Using a timer interrupt to poll the inputs

The following example shows one way to poll three digital inputs using a timer interrupt. The get_button_event(push_button_t button) function is included in order to abstract away the operation of the button event detect algorithm. This is a more complete example of how to use debouncing in an application, but it could certainly be improved.

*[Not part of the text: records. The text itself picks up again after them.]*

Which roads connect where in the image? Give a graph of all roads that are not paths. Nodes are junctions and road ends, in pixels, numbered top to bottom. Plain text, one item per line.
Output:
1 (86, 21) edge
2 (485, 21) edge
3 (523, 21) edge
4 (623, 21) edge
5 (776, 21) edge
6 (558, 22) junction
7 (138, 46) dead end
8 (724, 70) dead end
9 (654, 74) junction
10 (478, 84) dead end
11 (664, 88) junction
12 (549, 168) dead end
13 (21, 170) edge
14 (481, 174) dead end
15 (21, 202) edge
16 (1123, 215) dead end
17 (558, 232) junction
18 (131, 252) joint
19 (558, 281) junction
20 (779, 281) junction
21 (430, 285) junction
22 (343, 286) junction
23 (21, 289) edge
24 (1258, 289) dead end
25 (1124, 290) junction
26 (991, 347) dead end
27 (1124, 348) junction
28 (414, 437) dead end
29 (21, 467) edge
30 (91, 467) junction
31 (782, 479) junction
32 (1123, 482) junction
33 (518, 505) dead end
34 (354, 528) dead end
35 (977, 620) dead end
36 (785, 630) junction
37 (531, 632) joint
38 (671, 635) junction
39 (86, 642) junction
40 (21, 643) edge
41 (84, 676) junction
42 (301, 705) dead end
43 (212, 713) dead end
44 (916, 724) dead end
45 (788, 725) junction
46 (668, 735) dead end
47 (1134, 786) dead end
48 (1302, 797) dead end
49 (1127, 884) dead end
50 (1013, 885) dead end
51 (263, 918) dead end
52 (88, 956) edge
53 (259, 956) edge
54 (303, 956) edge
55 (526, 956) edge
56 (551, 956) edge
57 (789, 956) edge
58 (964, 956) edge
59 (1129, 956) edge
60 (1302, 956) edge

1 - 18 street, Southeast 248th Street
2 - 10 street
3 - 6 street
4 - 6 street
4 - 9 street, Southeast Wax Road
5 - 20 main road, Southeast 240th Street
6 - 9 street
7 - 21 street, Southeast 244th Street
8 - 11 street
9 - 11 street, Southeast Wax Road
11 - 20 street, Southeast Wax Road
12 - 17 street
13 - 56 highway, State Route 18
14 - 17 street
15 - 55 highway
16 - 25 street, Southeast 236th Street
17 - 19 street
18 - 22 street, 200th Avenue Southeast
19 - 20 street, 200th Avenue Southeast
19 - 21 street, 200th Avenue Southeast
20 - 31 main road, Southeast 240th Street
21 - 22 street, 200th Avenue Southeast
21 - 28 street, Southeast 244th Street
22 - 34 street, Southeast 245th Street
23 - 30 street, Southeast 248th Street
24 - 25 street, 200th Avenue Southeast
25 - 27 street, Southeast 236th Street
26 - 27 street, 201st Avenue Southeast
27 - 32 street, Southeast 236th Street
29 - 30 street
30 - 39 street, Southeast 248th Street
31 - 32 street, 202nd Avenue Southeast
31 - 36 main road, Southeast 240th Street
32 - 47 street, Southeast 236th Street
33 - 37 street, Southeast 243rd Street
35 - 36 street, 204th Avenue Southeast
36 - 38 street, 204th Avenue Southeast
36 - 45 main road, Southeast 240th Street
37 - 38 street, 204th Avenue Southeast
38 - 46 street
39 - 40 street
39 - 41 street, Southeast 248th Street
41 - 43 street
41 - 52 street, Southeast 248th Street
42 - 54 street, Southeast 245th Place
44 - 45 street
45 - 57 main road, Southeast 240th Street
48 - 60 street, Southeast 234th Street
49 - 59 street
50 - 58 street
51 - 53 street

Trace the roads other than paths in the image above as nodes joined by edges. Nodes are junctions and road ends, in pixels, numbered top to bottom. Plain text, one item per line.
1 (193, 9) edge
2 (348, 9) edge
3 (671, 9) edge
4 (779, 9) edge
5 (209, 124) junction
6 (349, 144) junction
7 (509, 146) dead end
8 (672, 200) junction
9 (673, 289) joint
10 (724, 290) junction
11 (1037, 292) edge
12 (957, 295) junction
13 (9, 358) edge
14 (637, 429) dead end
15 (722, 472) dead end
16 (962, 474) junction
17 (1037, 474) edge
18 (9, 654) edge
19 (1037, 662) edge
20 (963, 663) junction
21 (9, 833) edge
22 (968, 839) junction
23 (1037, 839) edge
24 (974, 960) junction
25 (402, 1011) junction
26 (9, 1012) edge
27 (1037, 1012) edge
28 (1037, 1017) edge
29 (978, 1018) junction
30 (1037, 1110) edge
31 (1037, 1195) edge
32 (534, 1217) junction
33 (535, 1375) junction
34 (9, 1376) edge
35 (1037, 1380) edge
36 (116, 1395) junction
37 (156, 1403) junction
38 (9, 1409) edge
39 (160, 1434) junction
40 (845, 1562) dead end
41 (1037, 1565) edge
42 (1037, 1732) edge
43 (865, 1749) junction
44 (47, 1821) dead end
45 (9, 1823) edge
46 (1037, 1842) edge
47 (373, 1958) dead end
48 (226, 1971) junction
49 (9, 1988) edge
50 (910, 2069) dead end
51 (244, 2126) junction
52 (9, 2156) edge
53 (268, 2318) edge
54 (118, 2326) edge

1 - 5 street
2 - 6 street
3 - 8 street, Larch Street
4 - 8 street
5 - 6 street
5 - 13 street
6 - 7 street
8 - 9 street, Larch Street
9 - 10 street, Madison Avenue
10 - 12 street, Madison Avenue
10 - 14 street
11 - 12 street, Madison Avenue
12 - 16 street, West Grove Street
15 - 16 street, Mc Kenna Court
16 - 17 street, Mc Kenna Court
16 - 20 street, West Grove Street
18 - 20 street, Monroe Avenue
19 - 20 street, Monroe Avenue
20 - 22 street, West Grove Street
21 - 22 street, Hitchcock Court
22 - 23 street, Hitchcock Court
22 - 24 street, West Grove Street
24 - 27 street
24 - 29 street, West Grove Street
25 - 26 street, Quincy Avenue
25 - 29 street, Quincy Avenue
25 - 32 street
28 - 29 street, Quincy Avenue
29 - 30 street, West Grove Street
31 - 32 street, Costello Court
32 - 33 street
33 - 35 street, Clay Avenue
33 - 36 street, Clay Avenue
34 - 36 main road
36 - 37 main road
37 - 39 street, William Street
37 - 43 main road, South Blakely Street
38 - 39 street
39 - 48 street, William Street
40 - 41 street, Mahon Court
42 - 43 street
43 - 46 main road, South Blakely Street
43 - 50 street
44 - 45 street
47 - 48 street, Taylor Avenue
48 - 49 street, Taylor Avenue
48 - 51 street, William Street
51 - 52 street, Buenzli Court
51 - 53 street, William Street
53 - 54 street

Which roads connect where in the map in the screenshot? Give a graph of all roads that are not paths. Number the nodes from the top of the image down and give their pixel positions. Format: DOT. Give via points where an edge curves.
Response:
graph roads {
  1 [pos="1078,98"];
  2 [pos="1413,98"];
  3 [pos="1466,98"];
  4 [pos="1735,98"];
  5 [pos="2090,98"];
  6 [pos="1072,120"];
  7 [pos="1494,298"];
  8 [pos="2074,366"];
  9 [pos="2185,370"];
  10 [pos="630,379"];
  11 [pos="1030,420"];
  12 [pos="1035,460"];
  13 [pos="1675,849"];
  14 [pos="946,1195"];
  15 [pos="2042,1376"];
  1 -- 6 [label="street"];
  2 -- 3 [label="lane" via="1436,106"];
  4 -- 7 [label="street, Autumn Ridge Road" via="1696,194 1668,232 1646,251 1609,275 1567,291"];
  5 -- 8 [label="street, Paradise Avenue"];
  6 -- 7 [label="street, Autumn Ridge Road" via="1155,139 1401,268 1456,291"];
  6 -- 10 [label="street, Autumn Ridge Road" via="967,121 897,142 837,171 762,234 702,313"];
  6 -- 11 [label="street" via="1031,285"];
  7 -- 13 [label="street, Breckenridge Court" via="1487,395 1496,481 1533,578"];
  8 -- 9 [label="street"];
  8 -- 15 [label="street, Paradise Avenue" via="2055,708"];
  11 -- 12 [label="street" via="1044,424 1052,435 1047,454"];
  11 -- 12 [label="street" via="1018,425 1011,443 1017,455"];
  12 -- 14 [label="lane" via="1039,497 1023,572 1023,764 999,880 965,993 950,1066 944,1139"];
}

In particular the operation of the switch debounce could be hidden in a separate file (a library), and the events could be posted to a queue.

#include <Arduino.h>
#include <TimerOne.h>

const uint8_t push_button_1_pin = 12;
const uint8_t push_button_2_pin = 11;
const uint8_t push_button_3_pin = 10;

const uint8_t greenLED = 7;
const uint8_t yellowLED = 6;
const uint8_t redLED = 5;

uint32_t counter = 0;

volatile uint8_t button_events = 0;

typedef enum {
  PUSH_BUTTON_1 = 0,
  PUSH_BUTTON_2,
  PUSH_BUTTON_3
} push_button_t;

void timer1_interrupt();
uint8_t get_button_event(push_button_t button);

void setup() {
  pinMode(greenLED, OUTPUT);
  pinMode(yellowLED, OUTPUT);
  pinMode(redLED, OUTPUT);

  Timer1.initialize(1000);
  Timer1.attachInterrupt(timer1_interrupt);
  Serial.begin(9600);
}

void loop() {

  if(get_button_event(PUSH_BUTTON_1)){
    Serial.println("Detected push button 1 event");
  }

  if(get_button_event(PUSH_BUTTON_2)){
    Serial.println("Detected push button 2 event");
  }

  if(get_button_event(PUSH_BUTTON_3)){
    Serial.println("Detected push button 3 event");
  }

  // counter++;
  // Serial.print("Iterasjon: ");
  // Serial.println(counter);
  // delay(1000);
}

/*
 * The timer1 ISR is responsible for polling all the push button inputs.
 * If a edge is detected, the ISR will flag the input.
 */
void timer1_interrupt(){

  uint8_t button_state = 0;
  static uint8_t last_button_state = 0;
  static uint32_t last_state_change_time[3] = {};

  button_state |= (digitalRead(push_button_1_pin) << PUSH_BUTTON_1);
  button_state |= (digitalRead(push_button_2_pin) << PUSH_BUTTON_2);
  button_state |= (digitalRead(push_button_3_pin) << PUSH_BUTTON_3);

  for(uint8_t i = 0; i < 3; i++){
    if(((button_state >> i) & 1) != ((last_button_state >> i) & 1)){
      last_state_change_time[i] = millis();
    }

    if(millis() > (last_state_change_time[i] + 50)){
      last_button_state ^= (1 << i);

      if((button_state >> i) & 1){
        button_events |= (1 << i);
      }
    }
  }
}

/*
 * The get_button_event() function is used to check for new push button events.
 * It is not polling from an event queue, it simply returns true if the event flag for the
 * given button is high.
 * 
 * A event queue would probably be better.
 */
uint8_t get_button_event(push_button_t button){

  cli();
  switch (button)
  {
  case PUSH_BUTTON_1:
    if((button_events >> PUSH_BUTTON_1) & 1){
      button_events &= ~(1 << PUSH_BUTTON_1);
      sei();
      return 1;
    }
    break;
  case PUSH_BUTTON_2:
    if((button_events >> PUSH_BUTTON_2) & 1){
      button_events &= ~(1 << PUSH_BUTTON_2);
      sei();
      return 1;
    }
    break;
  case PUSH_BUTTON_3:
    if((button_events >> PUSH_BUTTON_3) & 1){
      button_events &= ~(1 << PUSH_BUTTON_3);
      sei();
      return 1;
    }
    break;
  default:
    break;
  }

  sei();
  return 0;
}

Pin change interrupt debounce with smoothing capacitor

Warning

You should normally avoid the pin change interrupts for push buttons, unless you are absolutely sure that you need it. The aforementioned methods are simpler to implement, and more general in nature. The pin change interrupt is a specific feature of some of the AVR controllers.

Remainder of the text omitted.